◆ **What the exercise asks**
Copy every record exactly, and keep the pictures out.

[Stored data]
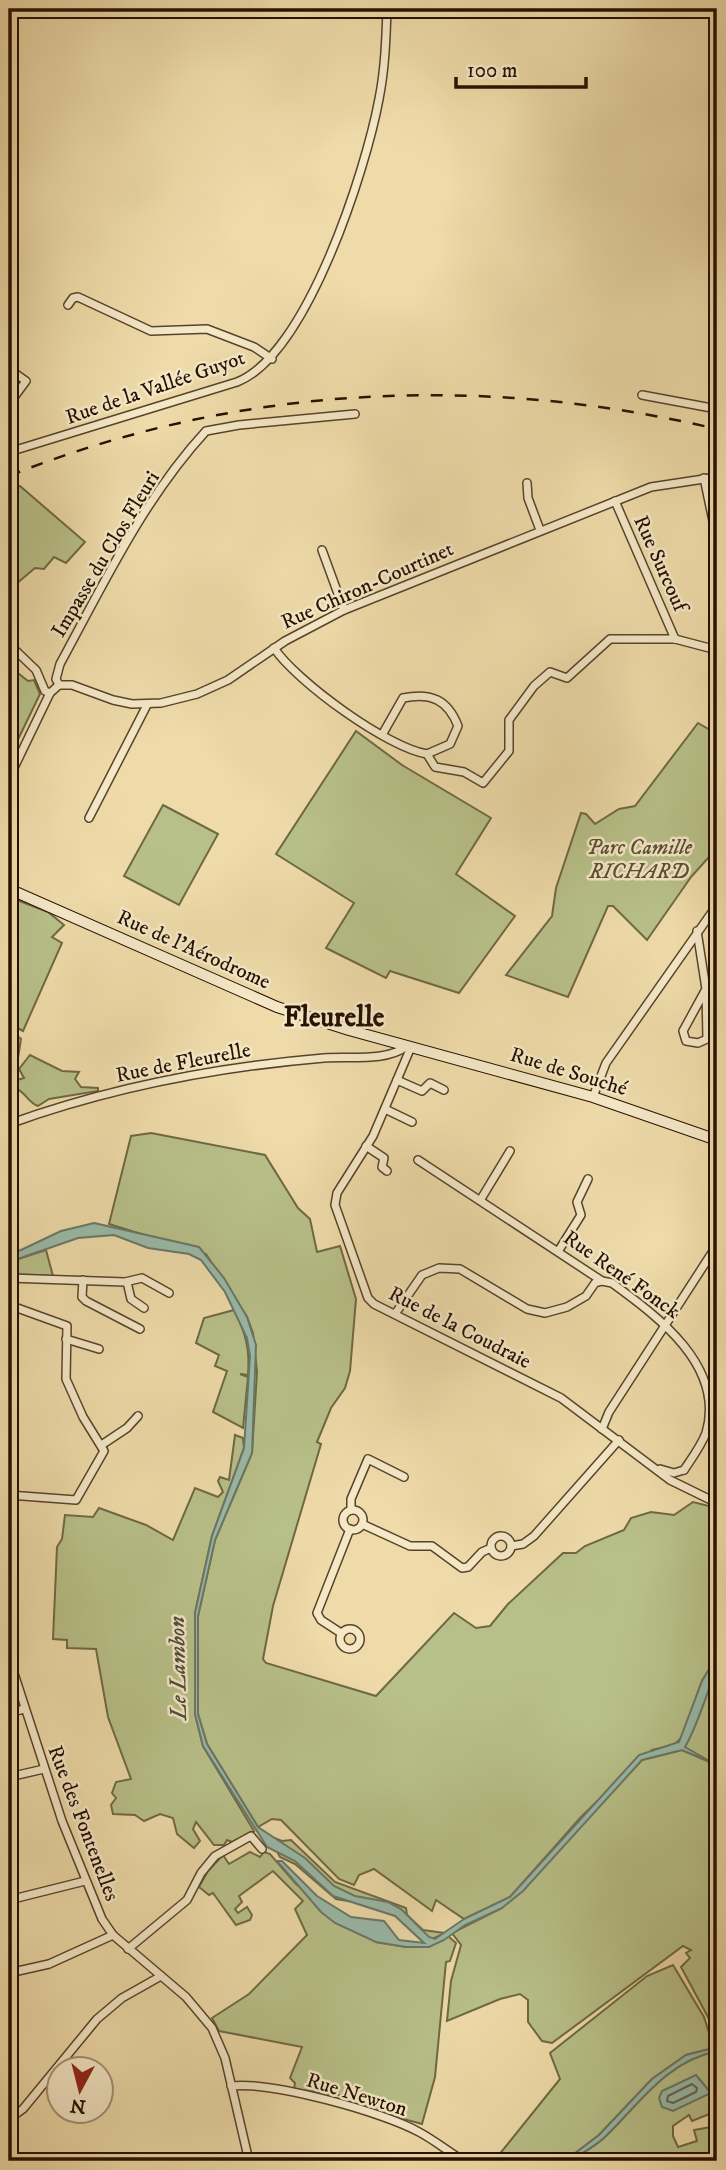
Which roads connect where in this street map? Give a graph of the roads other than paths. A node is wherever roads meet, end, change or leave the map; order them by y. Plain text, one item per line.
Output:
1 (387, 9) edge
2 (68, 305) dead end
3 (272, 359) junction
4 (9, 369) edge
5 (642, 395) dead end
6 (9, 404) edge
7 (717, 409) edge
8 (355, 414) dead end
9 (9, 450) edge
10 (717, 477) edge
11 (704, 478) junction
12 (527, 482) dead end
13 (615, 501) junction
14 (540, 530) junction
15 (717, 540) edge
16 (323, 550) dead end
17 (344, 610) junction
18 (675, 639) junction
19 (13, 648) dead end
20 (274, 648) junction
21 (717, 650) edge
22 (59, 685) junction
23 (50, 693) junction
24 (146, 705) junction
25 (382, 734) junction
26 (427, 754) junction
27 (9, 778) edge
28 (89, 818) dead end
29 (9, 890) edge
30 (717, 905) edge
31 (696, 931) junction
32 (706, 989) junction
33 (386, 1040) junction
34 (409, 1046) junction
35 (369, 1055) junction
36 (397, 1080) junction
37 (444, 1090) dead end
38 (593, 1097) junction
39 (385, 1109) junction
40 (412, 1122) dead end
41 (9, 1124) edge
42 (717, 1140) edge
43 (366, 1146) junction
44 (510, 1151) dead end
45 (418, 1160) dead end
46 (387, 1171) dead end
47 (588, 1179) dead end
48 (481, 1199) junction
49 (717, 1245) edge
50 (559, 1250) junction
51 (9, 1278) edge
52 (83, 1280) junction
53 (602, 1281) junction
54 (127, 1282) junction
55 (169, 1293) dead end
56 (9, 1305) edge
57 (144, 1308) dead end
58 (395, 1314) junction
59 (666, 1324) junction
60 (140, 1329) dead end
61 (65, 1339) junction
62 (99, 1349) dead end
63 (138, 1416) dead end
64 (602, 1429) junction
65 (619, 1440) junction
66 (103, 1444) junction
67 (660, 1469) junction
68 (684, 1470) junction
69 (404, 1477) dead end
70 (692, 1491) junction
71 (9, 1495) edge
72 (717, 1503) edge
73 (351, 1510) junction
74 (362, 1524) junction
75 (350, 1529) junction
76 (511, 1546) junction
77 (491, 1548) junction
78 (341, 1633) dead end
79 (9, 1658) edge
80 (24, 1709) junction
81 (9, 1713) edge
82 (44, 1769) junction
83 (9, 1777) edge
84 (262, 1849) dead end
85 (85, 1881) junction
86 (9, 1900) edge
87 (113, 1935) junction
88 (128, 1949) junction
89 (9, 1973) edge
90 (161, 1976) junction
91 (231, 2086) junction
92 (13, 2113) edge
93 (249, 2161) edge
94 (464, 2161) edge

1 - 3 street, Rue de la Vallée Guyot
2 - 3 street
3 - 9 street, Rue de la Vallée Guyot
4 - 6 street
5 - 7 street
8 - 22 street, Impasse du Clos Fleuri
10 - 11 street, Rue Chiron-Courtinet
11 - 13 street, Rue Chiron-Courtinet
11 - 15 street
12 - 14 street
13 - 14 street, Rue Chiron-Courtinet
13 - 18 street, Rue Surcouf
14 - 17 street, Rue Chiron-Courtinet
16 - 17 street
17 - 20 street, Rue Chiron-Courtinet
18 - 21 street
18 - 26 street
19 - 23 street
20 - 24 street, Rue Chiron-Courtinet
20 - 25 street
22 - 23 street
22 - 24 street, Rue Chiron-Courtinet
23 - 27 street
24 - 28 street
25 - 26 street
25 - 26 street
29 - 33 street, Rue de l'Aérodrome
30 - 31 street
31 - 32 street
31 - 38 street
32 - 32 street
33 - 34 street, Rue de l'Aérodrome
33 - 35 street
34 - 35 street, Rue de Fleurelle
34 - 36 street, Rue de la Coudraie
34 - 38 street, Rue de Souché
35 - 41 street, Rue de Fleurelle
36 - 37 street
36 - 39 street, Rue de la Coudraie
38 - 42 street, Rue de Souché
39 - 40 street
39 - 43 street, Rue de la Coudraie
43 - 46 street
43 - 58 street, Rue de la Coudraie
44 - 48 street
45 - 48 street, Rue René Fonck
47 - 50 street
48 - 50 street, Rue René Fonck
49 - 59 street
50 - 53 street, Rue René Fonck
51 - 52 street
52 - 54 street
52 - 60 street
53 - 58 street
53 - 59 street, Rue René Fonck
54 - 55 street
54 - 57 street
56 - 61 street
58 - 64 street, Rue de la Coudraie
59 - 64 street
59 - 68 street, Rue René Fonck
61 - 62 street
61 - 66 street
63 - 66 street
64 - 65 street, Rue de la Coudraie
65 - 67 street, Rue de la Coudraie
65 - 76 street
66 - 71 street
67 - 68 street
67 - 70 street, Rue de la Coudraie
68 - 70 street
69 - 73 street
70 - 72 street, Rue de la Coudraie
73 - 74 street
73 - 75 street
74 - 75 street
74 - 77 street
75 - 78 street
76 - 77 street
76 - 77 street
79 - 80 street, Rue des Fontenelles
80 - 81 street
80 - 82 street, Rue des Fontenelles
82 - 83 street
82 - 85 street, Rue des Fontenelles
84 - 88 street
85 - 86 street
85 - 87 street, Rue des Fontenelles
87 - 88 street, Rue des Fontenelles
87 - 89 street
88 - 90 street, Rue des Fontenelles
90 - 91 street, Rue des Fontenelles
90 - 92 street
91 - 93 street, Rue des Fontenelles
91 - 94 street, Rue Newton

◆ **Task response**
Which roads connect where in this street map? Give a graph of the roads other than paths. A node is wherever roads meet, end, change or leave the map; order them by y. Plain text, one item per line.
Output:
1 (387, 9) edge
2 (68, 305) dead end
3 (272, 359) junction
4 (9, 369) edge
5 (642, 395) dead end
6 (9, 404) edge
7 (717, 409) edge
8 (355, 414) dead end
9 (9, 450) edge
10 (717, 477) edge
11 (704, 478) junction
12 (527, 482) dead end
13 (615, 501) junction
14 (540, 530) junction
15 (717, 540) edge
16 (323, 550) dead end
17 (344, 610) junction
18 (675, 639) junction
19 (13, 648) dead end
20 (274, 648) junction
21 (717, 650) edge
22 (59, 685) junction
23 (50, 693) junction
24 (146, 705) junction
25 (382, 734) junction
26 (427, 754) junction
27 (9, 778) edge
28 (89, 818) dead end
29 (9, 890) edge
30 (717, 905) edge
31 (696, 931) junction
32 (706, 989) junction
33 (386, 1040) junction
34 (409, 1046) junction
35 (369, 1055) junction
36 (397, 1080) junction
37 (444, 1090) dead end
38 (593, 1097) junction
39 (385, 1109) junction
40 (412, 1122) dead end
41 (9, 1124) edge
42 (717, 1140) edge
43 (366, 1146) junction
44 (510, 1151) dead end
45 (418, 1160) dead end
46 (387, 1171) dead end
47 (588, 1179) dead end
48 (481, 1199) junction
49 (717, 1245) edge
50 (559, 1250) junction
51 (9, 1278) edge
52 (83, 1280) junction
53 (602, 1281) junction
54 (127, 1282) junction
55 (169, 1293) dead end
56 (9, 1305) edge
57 (144, 1308) dead end
58 (395, 1314) junction
59 (666, 1324) junction
60 (140, 1329) dead end
61 (65, 1339) junction
62 (99, 1349) dead end
63 (138, 1416) dead end
64 (602, 1429) junction
65 (619, 1440) junction
66 (103, 1444) junction
67 (660, 1469) junction
68 (684, 1470) junction
69 (404, 1477) dead end
70 (692, 1491) junction
71 (9, 1495) edge
72 (717, 1503) edge
73 (351, 1510) junction
74 (362, 1524) junction
75 (350, 1529) junction
76 (511, 1546) junction
77 (491, 1548) junction
78 (341, 1633) dead end
79 (9, 1658) edge
80 (24, 1709) junction
81 (9, 1713) edge
82 (44, 1769) junction
83 (9, 1777) edge
84 (262, 1849) dead end
85 (85, 1881) junction
86 (9, 1900) edge
87 (113, 1935) junction
88 (128, 1949) junction
89 (9, 1973) edge
90 (161, 1976) junction
91 (231, 2086) junction
92 (13, 2113) edge
93 (249, 2161) edge
94 (464, 2161) edge

1 - 3 street, Rue de la Vallée Guyot
2 - 3 street
3 - 9 street, Rue de la Vallée Guyot
4 - 6 street
5 - 7 street
8 - 22 street, Impasse du Clos Fleuri
10 - 11 street, Rue Chiron-Courtinet
11 - 13 street, Rue Chiron-Courtinet
11 - 15 street
12 - 14 street
13 - 14 street, Rue Chiron-Courtinet
13 - 18 street, Rue Surcouf
14 - 17 street, Rue Chiron-Courtinet
16 - 17 street
17 - 20 street, Rue Chiron-Courtinet
18 - 21 street
18 - 26 street
19 - 23 street
20 - 24 street, Rue Chiron-Courtinet
20 - 25 street
22 - 23 street
22 - 24 street, Rue Chiron-Courtinet
23 - 27 street
24 - 28 street
25 - 26 street
25 - 26 street
29 - 33 street, Rue de l'Aérodrome
30 - 31 street
31 - 32 street
31 - 38 street
32 - 32 street
33 - 34 street, Rue de l'Aérodrome
33 - 35 street
34 - 35 street, Rue de Fleurelle
34 - 36 street, Rue de la Coudraie
34 - 38 street, Rue de Souché
35 - 41 street, Rue de Fleurelle
36 - 37 street
36 - 39 street, Rue de la Coudraie
38 - 42 street, Rue de Souché
39 - 40 street
39 - 43 street, Rue de la Coudraie
43 - 46 street
43 - 58 street, Rue de la Coudraie
44 - 48 street
45 - 48 street, Rue René Fonck
47 - 50 street
48 - 50 street, Rue René Fonck
49 - 59 street
50 - 53 street, Rue René Fonck
51 - 52 street
52 - 54 street
52 - 60 street
53 - 58 street
53 - 59 street, Rue René Fonck
54 - 55 street
54 - 57 street
56 - 61 street
58 - 64 street, Rue de la Coudraie
59 - 64 street
59 - 68 street, Rue René Fonck
61 - 62 street
61 - 66 street
63 - 66 street
64 - 65 street, Rue de la Coudraie
65 - 67 street, Rue de la Coudraie
65 - 76 street
66 - 71 street
67 - 68 street
67 - 70 street, Rue de la Coudraie
68 - 70 street
69 - 73 street
70 - 72 street, Rue de la Coudraie
73 - 74 street
73 - 75 street
74 - 75 street
74 - 77 street
75 - 78 street
76 - 77 street
76 - 77 street
79 - 80 street, Rue des Fontenelles
80 - 81 street
80 - 82 street, Rue des Fontenelles
82 - 83 street
82 - 85 street, Rue des Fontenelles
84 - 88 street
85 - 86 street
85 - 87 street, Rue des Fontenelles
87 - 88 street, Rue des Fontenelles
87 - 89 street
88 - 90 street, Rue des Fontenelles
90 - 91 street, Rue des Fontenelles
90 - 92 street
91 - 93 street, Rue des Fontenelles
91 - 94 street, Rue Newton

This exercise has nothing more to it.